Il s’agit d’abord, pour Béatrice CLERC, de placer le spectateur dans un autre espace-temps que celui auquel il est habitué. Cette translation, portée par les dimensions relativement restreintes des toiles (60 cm x 60 cm pour la plupart), est accentuée, avec le refus de la perspective, par l’absence d’arrière plan et de réalisme des proportions. La représentation, par ailleurs limitée à quelques éléments significatifs, en utilisant de la sorte les procédés d’un art dit « naïf » acquiert une aura magique. L’œil du spectateur est contraint à se fixer tantôt sur le sujet qui en occupe le centre et que des contours font  surgir au premier plan, tantôt sur un élément auréolé de lumière. L’effet produit par la simplification de la composition est alors inversement proportionnelle à son intensité visuelle.

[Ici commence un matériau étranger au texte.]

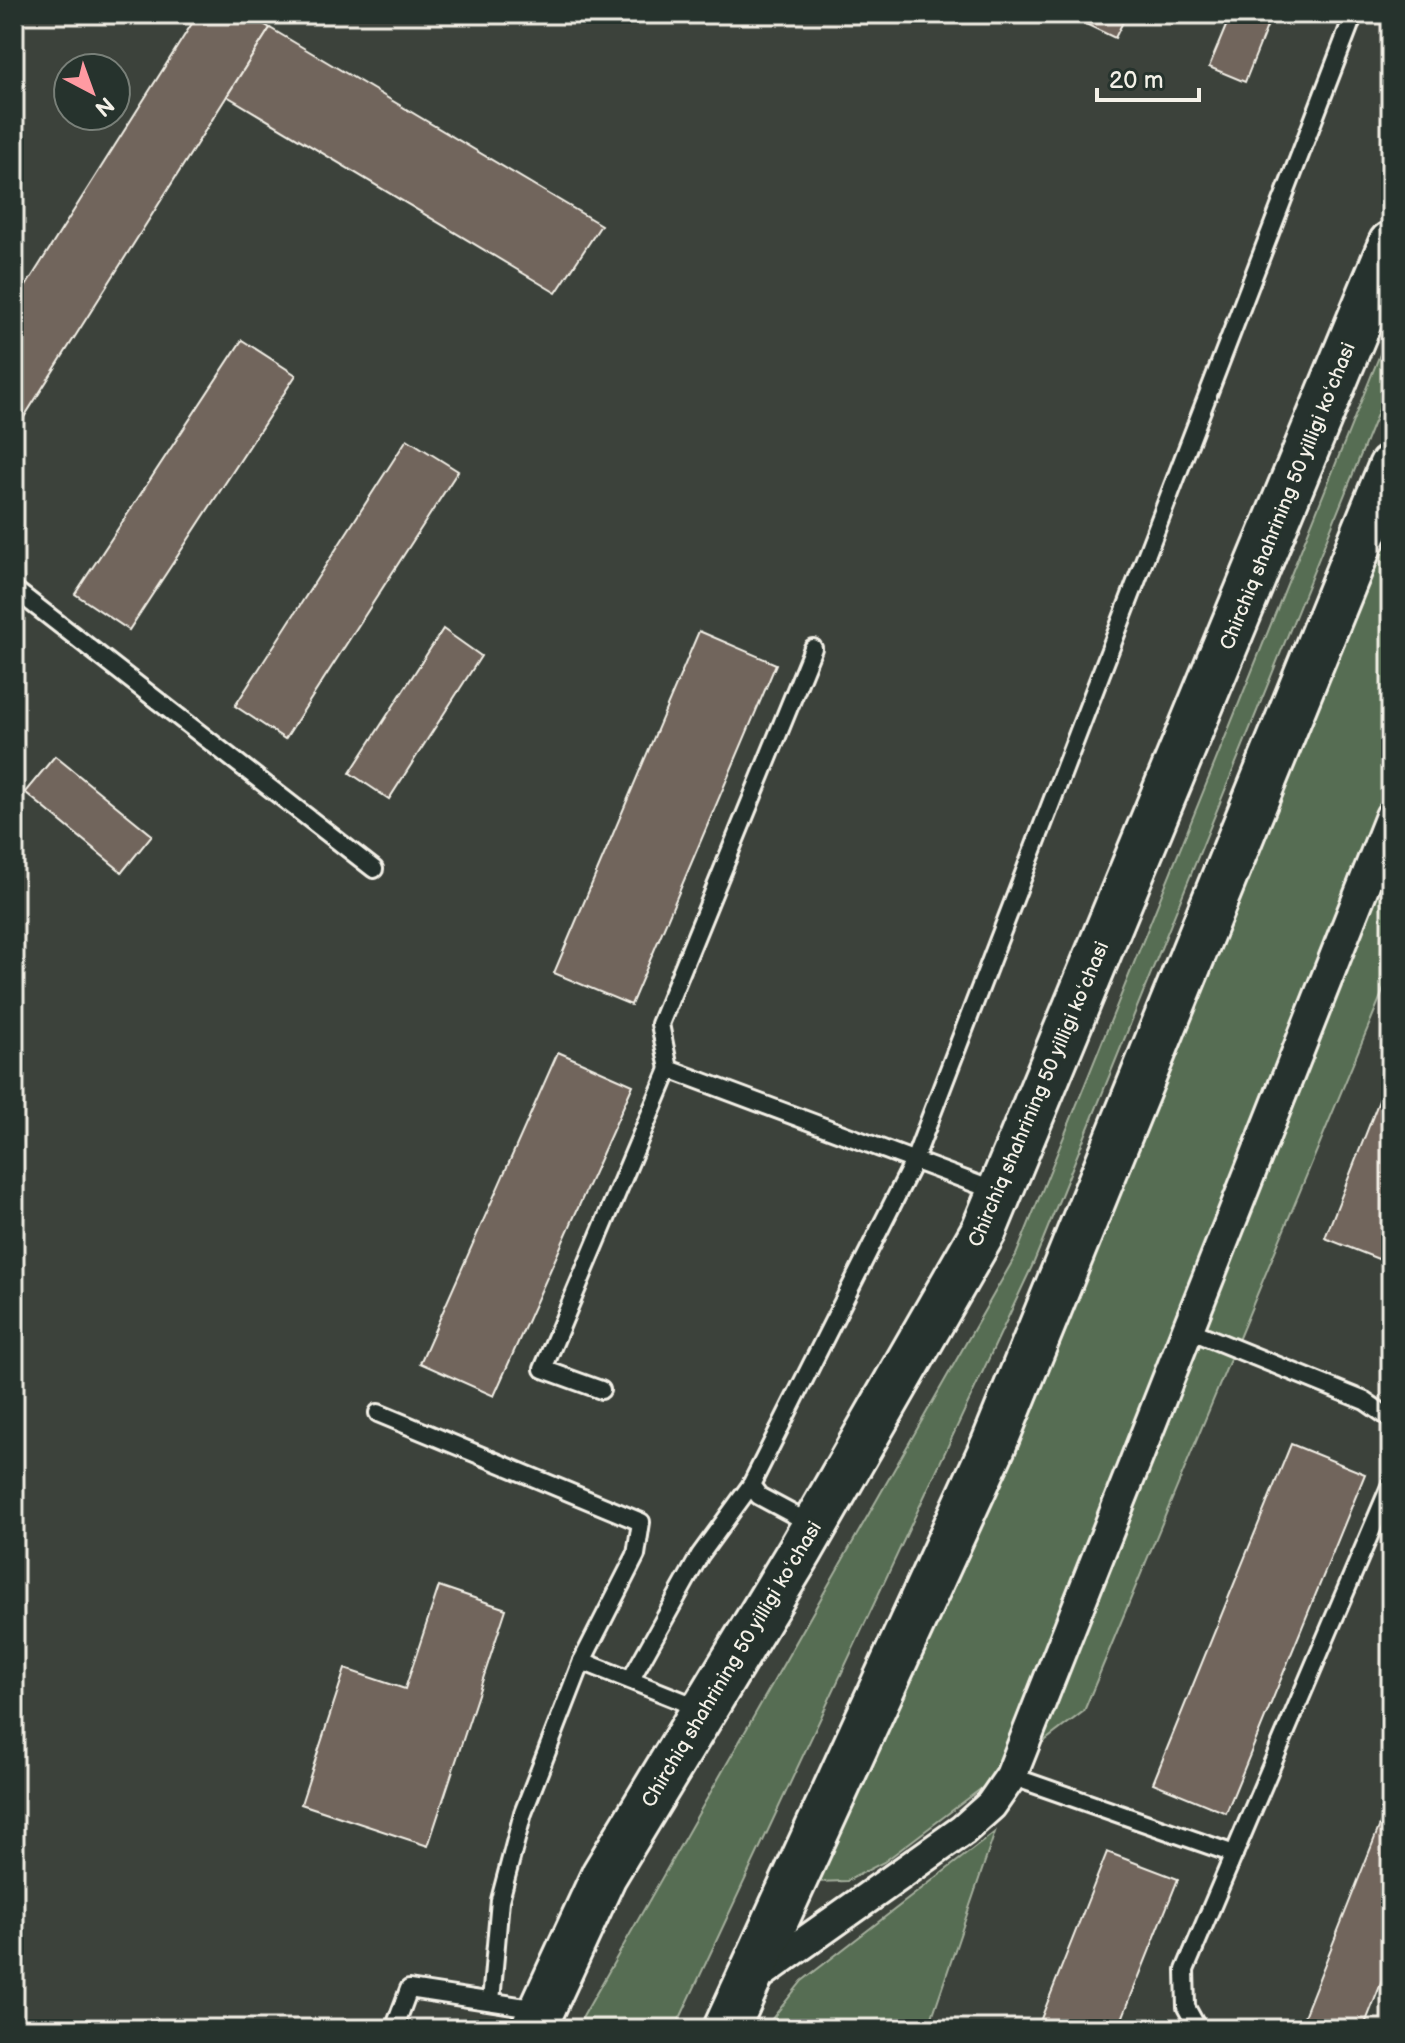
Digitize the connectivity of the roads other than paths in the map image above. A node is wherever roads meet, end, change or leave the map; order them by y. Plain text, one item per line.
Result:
1 (1354, 14) edge
2 (1391, 244) edge
3 (1391, 467) edge
4 (14, 589) edge
5 (813, 648) dead end
6 (1391, 816) edge
7 (374, 869) dead end
8 (669, 1069) junction
9 (913, 1163) junction
10 (999, 1192) junction
11 (1187, 1329) junction
12 (601, 1390) dead end
13 (378, 1413) dead end
14 (1391, 1419) edge
15 (1391, 1484) edge
16 (751, 1485) junction
17 (815, 1526) junction
18 (582, 1661) junction
19 (631, 1679) junction
20 (704, 1710) junction
21 (1011, 1776) junction
22 (1234, 1854) junction
23 (746, 1984) junction
24 (491, 2001) junction
25 (538, 2019) edge
26 (394, 2029) edge
27 (726, 2029) edge
28 (1198, 2029) edge

1 - 9 lane
2 - 10 main road, Chirchiq shahrining 50 yilligi koʻchasi
3 - 23 main road
4 - 7 lane
5 - 8 lane
6 - 11 street
8 - 9 lane
8 - 12 lane
9 - 10 lane
9 - 16 lane
10 - 17 main road, Chirchiq shahrining 50 yilligi koʻchasi
11 - 14 lane
11 - 21 street
13 - 18 lane
15 - 22 lane
16 - 17 lane
16 - 19 lane
17 - 20 main road, Chirchiq shahrining 50 yilligi koʻchasi
18 - 19 lane
18 - 24 lane
19 - 20 lane
20 - 25 main road, Chirchiq shahrining 50 yilligi koʻchasi
21 - 22 lane
21 - 23 street
22 - 28 lane
23 - 27 main road
24 - 25 lane
24 - 26 lane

En orientant ainsi le regard  du spectateur l’artiste cherche à l’installer dans  un état de réceptivité tel que, renonçant au contrôle de sa volonté, il puisse voir différemment le monde qui l’entoure. Laissant libre cours à son imagination pour de libres associations et rêveries éveillées. Une façon de faire entrer de plein pied le spectateur dans le tableau afin qu’il puisse être à même de percevoir, derrière le silence et l’immobilité apparente de ce qui l’entoure, l’énergie qui anime l’univers et qui constitue un langage commun au vivant, bien que muet.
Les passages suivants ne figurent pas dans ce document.